### INFORMATION PROVIDED
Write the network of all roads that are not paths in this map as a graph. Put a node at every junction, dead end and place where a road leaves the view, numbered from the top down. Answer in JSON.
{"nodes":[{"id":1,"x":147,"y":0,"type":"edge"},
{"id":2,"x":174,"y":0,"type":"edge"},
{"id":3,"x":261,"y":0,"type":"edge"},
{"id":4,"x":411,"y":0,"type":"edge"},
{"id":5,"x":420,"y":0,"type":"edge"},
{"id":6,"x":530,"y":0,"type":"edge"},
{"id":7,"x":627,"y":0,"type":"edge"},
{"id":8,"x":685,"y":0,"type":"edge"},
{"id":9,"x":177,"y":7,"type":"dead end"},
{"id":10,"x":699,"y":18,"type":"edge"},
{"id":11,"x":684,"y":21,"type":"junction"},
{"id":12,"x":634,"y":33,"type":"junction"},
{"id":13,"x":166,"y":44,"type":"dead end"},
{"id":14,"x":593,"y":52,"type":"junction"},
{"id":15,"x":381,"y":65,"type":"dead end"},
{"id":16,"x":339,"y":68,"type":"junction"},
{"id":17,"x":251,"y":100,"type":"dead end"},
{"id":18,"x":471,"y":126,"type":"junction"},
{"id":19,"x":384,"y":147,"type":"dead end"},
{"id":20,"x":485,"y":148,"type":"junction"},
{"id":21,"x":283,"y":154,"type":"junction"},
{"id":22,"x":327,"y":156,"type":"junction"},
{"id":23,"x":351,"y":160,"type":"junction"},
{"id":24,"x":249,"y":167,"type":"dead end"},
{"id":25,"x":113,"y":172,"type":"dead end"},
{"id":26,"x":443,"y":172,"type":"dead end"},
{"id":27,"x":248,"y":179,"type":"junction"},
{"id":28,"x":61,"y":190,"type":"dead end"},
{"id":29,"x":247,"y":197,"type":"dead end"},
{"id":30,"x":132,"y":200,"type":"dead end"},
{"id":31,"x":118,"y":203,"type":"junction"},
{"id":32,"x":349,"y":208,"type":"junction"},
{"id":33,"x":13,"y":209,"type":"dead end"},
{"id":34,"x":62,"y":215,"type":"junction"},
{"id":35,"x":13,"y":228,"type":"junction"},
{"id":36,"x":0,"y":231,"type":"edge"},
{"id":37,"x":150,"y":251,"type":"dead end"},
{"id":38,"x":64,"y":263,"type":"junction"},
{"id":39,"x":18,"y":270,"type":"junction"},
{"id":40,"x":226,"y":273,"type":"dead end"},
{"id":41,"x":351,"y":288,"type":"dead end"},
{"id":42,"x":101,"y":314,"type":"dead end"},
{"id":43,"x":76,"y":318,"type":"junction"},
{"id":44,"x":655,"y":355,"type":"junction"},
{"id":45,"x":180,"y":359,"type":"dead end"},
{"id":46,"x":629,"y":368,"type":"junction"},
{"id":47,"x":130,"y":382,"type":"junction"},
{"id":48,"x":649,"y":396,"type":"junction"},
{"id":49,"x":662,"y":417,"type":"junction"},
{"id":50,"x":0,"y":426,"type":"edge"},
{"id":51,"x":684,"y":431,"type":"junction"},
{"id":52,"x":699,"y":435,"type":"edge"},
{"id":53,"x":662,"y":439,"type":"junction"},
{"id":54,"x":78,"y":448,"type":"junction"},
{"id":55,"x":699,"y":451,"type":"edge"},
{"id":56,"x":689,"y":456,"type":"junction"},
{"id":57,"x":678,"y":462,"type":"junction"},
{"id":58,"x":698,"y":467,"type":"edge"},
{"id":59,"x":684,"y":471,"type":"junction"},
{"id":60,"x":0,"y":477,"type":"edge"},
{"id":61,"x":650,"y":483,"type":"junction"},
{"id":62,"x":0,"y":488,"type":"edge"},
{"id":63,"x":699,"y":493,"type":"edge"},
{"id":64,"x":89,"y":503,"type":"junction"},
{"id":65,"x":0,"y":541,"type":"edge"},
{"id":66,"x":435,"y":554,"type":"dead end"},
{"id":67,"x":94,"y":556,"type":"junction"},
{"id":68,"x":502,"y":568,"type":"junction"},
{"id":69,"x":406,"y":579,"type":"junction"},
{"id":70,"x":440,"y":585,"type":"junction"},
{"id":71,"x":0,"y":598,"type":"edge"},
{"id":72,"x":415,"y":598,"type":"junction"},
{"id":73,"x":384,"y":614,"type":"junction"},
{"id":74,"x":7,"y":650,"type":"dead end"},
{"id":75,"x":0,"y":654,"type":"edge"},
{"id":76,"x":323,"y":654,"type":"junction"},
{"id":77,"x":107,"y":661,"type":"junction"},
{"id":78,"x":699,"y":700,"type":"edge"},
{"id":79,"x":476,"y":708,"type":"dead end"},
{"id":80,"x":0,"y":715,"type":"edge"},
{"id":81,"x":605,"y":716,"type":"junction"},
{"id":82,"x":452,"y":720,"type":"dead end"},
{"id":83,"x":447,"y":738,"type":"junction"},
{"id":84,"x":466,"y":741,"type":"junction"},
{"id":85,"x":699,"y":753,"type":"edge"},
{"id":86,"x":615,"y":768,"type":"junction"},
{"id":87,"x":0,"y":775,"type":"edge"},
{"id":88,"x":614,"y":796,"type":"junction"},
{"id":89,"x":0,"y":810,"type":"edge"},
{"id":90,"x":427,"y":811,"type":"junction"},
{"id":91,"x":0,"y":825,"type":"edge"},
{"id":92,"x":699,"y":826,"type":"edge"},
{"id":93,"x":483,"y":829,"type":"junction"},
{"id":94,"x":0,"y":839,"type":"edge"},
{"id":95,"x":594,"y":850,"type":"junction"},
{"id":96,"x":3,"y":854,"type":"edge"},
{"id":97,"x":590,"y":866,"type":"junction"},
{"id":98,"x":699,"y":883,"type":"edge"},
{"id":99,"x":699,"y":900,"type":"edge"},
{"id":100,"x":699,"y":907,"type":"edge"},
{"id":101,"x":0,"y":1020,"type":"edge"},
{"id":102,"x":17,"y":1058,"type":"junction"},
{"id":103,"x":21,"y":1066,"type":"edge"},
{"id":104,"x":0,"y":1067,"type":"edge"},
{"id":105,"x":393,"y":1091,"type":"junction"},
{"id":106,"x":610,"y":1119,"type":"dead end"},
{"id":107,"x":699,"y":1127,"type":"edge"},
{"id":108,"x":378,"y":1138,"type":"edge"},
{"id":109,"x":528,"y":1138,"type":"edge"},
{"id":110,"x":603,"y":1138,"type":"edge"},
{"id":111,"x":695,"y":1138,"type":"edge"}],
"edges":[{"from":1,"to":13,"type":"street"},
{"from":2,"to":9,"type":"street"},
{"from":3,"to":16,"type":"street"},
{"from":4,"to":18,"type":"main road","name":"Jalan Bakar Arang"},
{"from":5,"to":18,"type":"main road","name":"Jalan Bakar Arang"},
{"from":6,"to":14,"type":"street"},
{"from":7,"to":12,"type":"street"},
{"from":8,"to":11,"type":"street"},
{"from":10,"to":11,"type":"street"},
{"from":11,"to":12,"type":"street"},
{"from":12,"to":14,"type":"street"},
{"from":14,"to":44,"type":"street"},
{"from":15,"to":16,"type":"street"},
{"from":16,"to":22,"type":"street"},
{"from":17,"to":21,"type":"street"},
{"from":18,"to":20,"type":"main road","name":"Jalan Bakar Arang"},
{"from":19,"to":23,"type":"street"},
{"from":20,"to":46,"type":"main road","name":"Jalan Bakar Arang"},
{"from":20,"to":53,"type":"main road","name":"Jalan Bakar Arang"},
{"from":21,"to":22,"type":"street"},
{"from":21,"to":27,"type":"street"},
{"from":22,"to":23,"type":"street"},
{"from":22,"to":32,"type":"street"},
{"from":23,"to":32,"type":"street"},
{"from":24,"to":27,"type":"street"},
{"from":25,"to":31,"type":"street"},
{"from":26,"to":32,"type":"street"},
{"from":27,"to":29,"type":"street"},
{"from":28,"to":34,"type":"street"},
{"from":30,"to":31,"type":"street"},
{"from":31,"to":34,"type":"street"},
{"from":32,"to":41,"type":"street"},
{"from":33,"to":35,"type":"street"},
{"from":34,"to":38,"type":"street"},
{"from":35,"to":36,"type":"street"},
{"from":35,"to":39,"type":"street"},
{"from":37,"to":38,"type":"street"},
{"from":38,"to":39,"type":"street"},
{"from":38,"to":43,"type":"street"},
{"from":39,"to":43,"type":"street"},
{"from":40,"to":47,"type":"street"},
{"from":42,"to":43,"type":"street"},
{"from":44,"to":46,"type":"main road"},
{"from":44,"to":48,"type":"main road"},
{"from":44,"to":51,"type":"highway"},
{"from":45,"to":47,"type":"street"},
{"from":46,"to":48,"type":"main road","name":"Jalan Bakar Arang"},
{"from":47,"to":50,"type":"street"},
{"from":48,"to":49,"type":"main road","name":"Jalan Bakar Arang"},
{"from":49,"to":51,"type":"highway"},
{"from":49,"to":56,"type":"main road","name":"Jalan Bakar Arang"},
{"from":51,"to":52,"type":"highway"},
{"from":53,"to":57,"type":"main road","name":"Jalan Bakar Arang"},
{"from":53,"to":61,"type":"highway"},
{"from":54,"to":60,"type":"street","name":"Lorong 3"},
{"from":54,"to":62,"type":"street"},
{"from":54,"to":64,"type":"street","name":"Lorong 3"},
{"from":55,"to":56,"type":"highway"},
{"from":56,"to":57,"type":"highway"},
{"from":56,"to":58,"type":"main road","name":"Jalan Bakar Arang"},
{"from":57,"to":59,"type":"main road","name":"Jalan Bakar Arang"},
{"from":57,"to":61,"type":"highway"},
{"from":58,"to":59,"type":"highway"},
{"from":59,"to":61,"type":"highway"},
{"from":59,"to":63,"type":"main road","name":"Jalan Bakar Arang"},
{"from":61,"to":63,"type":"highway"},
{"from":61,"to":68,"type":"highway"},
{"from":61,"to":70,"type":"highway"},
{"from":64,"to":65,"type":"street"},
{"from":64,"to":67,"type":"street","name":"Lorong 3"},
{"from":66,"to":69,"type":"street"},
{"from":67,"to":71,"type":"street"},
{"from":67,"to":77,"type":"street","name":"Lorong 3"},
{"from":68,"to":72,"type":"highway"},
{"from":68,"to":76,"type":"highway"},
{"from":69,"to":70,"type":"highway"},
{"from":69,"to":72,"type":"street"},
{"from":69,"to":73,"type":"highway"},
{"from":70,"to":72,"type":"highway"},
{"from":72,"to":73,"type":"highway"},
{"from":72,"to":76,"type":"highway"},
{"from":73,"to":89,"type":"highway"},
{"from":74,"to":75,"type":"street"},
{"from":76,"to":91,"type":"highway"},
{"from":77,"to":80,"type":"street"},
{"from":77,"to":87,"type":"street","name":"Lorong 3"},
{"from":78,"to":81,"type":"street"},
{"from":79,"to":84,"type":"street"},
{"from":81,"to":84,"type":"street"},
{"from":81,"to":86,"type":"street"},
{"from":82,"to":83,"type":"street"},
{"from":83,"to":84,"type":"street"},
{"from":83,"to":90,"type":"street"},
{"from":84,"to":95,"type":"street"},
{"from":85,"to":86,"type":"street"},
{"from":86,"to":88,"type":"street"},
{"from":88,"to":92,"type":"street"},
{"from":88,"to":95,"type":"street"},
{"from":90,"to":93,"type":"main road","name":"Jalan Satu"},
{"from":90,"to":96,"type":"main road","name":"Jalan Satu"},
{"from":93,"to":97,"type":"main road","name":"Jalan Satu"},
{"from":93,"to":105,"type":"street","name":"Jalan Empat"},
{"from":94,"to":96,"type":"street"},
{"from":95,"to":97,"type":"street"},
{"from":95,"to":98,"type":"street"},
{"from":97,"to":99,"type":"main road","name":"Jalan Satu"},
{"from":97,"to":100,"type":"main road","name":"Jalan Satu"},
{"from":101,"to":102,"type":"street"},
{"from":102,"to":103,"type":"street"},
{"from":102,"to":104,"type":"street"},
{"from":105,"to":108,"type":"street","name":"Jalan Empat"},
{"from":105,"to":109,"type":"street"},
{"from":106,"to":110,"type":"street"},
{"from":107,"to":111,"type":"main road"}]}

### TASK STATEMENT
Go over the entries above and tally the lines holding "Lorong"; please answer with the number alone.

### RESPONSE TO THIS TASK
5